WORK INSTRUCTION: Your answer should repeat every line of the records below in which the word "Frane" appears.

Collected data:
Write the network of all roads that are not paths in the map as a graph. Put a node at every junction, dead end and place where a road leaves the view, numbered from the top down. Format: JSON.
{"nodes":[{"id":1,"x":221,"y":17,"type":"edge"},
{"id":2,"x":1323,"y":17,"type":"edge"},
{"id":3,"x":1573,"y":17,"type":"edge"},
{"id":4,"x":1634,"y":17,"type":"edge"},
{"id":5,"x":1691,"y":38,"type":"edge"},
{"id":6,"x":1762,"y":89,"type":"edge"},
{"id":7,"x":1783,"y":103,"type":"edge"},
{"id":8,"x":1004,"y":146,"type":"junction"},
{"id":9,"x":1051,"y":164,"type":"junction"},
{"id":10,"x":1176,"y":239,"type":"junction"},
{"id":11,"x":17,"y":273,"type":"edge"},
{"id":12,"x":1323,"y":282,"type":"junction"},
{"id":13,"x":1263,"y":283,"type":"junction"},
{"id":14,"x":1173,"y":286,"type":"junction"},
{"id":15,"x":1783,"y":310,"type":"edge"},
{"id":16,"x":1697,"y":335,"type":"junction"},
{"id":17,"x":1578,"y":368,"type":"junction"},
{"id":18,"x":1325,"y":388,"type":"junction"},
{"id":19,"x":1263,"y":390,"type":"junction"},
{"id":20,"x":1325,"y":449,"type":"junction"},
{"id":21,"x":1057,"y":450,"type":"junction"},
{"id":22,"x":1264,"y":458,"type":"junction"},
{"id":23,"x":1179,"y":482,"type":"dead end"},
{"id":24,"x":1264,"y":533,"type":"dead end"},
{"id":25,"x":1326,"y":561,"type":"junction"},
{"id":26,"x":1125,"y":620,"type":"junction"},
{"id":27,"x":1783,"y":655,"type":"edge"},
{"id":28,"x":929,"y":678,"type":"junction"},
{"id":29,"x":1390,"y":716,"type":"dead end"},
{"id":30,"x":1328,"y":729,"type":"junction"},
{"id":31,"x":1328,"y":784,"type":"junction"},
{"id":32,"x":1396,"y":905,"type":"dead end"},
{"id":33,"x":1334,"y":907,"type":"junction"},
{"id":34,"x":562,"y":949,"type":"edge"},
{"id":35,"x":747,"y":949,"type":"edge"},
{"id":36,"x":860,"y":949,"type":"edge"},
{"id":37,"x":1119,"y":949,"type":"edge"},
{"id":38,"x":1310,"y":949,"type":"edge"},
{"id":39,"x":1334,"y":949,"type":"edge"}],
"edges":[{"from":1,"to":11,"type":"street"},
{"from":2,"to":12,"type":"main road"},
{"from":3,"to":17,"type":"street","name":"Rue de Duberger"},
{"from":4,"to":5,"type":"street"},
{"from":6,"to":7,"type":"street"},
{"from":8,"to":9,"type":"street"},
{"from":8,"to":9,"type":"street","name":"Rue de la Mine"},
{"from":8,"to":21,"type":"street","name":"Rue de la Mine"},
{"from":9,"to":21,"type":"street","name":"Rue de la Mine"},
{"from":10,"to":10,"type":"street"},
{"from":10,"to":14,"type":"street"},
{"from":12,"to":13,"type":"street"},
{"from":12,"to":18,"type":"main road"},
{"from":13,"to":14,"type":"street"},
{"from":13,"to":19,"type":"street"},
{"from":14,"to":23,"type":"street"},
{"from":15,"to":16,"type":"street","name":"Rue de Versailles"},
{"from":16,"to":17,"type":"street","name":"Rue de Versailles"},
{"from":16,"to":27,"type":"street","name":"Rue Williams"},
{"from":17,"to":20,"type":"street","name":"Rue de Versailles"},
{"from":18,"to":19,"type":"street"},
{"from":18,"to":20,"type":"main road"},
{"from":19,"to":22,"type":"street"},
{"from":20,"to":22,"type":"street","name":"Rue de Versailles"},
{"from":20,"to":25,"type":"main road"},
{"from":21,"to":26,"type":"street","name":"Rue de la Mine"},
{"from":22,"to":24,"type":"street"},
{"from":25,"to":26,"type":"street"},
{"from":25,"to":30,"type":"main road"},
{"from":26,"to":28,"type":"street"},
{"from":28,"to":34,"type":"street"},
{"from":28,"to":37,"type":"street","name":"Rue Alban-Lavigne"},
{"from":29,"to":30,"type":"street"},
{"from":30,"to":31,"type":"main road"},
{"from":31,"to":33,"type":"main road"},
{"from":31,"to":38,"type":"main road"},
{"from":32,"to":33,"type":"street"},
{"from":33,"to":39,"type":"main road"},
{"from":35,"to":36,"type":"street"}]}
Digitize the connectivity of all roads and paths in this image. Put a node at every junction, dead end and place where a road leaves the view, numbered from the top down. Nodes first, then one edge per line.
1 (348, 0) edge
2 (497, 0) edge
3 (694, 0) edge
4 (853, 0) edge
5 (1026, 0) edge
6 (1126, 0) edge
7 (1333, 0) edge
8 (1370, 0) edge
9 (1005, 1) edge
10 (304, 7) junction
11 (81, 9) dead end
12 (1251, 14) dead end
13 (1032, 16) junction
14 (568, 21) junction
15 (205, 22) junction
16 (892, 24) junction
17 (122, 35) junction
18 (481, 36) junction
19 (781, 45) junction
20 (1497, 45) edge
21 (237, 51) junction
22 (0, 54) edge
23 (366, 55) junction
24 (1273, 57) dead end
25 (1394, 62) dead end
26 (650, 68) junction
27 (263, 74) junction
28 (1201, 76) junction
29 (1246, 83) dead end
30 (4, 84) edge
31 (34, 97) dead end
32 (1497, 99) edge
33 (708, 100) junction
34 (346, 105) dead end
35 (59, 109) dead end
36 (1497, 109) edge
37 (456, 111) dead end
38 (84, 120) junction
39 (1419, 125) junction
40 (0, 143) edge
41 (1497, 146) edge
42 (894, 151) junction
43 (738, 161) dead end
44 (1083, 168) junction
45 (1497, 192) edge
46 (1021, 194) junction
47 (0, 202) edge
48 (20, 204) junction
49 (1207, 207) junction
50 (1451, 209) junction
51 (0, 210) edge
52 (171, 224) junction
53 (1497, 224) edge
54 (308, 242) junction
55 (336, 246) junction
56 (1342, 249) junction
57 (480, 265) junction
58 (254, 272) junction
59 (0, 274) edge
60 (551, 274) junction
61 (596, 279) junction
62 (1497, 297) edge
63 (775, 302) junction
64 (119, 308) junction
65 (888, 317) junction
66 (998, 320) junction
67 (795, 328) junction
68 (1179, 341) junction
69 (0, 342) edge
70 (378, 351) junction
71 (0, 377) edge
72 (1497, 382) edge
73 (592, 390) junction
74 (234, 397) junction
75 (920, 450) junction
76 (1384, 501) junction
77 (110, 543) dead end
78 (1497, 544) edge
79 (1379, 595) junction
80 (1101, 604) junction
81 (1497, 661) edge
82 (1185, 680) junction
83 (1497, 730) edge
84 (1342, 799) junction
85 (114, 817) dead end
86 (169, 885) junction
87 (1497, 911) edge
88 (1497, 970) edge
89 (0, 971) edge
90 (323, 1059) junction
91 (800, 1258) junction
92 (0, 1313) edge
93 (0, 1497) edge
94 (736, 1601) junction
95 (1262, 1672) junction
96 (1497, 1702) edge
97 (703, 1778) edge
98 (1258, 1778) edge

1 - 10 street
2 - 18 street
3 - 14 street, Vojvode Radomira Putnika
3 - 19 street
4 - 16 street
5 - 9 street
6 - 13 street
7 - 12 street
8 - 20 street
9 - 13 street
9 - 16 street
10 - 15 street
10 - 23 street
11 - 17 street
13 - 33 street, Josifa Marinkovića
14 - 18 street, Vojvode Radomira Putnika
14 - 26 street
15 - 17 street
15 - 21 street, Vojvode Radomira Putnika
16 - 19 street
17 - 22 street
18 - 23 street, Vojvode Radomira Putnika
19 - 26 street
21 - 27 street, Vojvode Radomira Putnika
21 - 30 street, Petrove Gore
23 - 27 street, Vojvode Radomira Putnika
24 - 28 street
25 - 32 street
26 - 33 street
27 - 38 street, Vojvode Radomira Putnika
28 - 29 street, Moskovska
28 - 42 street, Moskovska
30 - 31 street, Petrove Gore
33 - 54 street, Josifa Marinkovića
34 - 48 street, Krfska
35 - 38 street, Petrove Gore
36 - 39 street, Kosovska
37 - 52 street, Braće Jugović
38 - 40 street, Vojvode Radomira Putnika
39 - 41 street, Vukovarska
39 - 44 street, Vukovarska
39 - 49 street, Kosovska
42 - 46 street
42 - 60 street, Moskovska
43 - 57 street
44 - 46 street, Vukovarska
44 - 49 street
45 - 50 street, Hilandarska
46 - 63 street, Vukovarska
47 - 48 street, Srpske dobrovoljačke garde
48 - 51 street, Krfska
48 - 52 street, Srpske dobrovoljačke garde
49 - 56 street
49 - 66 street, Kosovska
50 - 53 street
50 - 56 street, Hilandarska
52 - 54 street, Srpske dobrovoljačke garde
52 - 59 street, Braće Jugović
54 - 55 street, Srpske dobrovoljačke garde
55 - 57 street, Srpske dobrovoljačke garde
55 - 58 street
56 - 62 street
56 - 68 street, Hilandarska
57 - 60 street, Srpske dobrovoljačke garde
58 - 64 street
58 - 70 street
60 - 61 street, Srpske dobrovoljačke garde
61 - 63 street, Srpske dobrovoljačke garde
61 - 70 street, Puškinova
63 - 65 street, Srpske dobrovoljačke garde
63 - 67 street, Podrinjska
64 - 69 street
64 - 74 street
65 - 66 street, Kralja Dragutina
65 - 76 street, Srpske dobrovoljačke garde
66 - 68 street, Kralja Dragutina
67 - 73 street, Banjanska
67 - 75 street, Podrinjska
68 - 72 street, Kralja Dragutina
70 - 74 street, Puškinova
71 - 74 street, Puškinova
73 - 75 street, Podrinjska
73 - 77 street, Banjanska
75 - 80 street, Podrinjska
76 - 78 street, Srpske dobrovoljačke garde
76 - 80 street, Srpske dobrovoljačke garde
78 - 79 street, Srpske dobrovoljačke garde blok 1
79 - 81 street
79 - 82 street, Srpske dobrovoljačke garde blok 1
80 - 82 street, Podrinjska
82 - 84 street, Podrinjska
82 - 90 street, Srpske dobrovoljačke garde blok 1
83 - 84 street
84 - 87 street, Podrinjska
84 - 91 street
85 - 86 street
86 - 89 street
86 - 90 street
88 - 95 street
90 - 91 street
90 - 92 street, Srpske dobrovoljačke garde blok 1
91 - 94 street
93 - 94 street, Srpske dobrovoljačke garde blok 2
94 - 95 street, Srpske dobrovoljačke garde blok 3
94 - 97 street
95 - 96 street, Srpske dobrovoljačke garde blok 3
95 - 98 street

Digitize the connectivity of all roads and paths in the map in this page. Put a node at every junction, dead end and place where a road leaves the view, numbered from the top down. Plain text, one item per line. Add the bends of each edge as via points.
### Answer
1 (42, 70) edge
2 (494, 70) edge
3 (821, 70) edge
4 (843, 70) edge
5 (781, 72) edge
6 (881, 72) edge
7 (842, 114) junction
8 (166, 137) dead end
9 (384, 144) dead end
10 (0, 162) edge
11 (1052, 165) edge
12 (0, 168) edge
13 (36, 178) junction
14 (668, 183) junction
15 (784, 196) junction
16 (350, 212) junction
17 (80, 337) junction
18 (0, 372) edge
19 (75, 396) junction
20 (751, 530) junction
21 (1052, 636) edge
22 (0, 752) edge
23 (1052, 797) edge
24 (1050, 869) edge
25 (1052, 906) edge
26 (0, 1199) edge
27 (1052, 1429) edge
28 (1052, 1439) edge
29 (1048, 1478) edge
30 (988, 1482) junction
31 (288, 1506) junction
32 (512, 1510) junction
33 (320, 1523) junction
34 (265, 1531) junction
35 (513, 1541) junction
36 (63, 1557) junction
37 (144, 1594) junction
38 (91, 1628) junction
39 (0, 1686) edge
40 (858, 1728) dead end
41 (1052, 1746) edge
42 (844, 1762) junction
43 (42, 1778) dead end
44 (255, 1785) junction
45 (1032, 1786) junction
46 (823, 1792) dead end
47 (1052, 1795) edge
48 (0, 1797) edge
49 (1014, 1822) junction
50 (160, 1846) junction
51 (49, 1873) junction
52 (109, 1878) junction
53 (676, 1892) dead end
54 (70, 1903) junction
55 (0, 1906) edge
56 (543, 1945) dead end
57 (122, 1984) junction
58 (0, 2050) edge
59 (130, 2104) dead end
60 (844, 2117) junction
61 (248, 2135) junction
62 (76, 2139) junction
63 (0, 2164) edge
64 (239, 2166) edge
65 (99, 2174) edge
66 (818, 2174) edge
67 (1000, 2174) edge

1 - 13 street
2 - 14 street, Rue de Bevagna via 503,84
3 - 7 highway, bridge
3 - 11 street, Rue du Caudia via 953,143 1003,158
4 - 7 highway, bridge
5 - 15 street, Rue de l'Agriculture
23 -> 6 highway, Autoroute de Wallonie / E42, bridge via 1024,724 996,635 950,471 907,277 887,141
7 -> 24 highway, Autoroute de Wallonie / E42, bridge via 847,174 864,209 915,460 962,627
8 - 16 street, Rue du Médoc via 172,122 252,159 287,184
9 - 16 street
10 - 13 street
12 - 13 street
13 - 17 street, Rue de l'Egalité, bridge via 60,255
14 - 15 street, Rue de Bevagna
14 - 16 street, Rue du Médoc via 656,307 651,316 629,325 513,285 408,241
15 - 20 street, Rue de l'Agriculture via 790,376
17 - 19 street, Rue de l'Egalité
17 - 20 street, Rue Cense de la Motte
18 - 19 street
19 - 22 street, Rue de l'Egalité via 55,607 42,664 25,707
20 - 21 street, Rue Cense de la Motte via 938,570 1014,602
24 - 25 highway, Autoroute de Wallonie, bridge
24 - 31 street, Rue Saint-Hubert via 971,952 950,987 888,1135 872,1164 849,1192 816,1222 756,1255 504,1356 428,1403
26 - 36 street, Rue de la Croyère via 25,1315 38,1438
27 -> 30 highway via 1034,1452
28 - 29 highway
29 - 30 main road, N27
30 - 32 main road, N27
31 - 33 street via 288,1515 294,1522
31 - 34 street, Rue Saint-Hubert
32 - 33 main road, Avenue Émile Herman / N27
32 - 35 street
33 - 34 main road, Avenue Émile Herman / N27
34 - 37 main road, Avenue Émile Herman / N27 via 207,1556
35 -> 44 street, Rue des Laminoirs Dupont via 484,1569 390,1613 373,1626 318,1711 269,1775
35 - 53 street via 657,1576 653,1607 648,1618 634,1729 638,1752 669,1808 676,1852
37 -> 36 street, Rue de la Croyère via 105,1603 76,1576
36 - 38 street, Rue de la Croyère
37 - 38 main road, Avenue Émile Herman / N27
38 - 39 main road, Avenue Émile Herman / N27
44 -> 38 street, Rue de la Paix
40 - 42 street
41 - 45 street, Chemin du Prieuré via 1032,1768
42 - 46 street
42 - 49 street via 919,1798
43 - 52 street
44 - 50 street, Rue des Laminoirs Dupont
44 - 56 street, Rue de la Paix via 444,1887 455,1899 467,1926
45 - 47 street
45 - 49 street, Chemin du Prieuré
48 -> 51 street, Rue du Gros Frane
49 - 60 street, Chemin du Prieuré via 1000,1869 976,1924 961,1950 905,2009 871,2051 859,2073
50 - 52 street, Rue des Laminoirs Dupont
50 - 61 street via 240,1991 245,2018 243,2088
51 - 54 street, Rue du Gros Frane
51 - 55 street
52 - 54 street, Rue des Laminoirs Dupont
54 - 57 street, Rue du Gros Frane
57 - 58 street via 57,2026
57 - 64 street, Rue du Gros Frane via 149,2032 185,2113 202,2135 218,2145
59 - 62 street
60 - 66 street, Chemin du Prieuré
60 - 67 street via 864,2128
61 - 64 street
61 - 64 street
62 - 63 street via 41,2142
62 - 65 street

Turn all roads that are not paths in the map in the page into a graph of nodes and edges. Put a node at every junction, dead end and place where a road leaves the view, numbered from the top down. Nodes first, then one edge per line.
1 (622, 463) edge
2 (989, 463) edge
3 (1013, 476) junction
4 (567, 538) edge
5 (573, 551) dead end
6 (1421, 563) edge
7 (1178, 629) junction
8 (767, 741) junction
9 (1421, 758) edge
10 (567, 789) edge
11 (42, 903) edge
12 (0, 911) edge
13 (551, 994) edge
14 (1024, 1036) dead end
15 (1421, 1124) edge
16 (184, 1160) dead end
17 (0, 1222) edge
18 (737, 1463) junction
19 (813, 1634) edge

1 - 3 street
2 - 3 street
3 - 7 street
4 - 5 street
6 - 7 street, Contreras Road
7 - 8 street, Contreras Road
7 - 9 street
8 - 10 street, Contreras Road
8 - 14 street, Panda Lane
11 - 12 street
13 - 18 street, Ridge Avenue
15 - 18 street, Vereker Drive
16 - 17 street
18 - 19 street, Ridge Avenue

SOLUTION TO THE EXERCISE:
48 -> 51 street, Rue du Gros Frane
51 - 54 street, Rue du Gros Frane
54 - 57 street, Rue du Gros Frane
57 - 64 street, Rue du Gros Frane via 149,2032 185,2113 202,2135 218,2145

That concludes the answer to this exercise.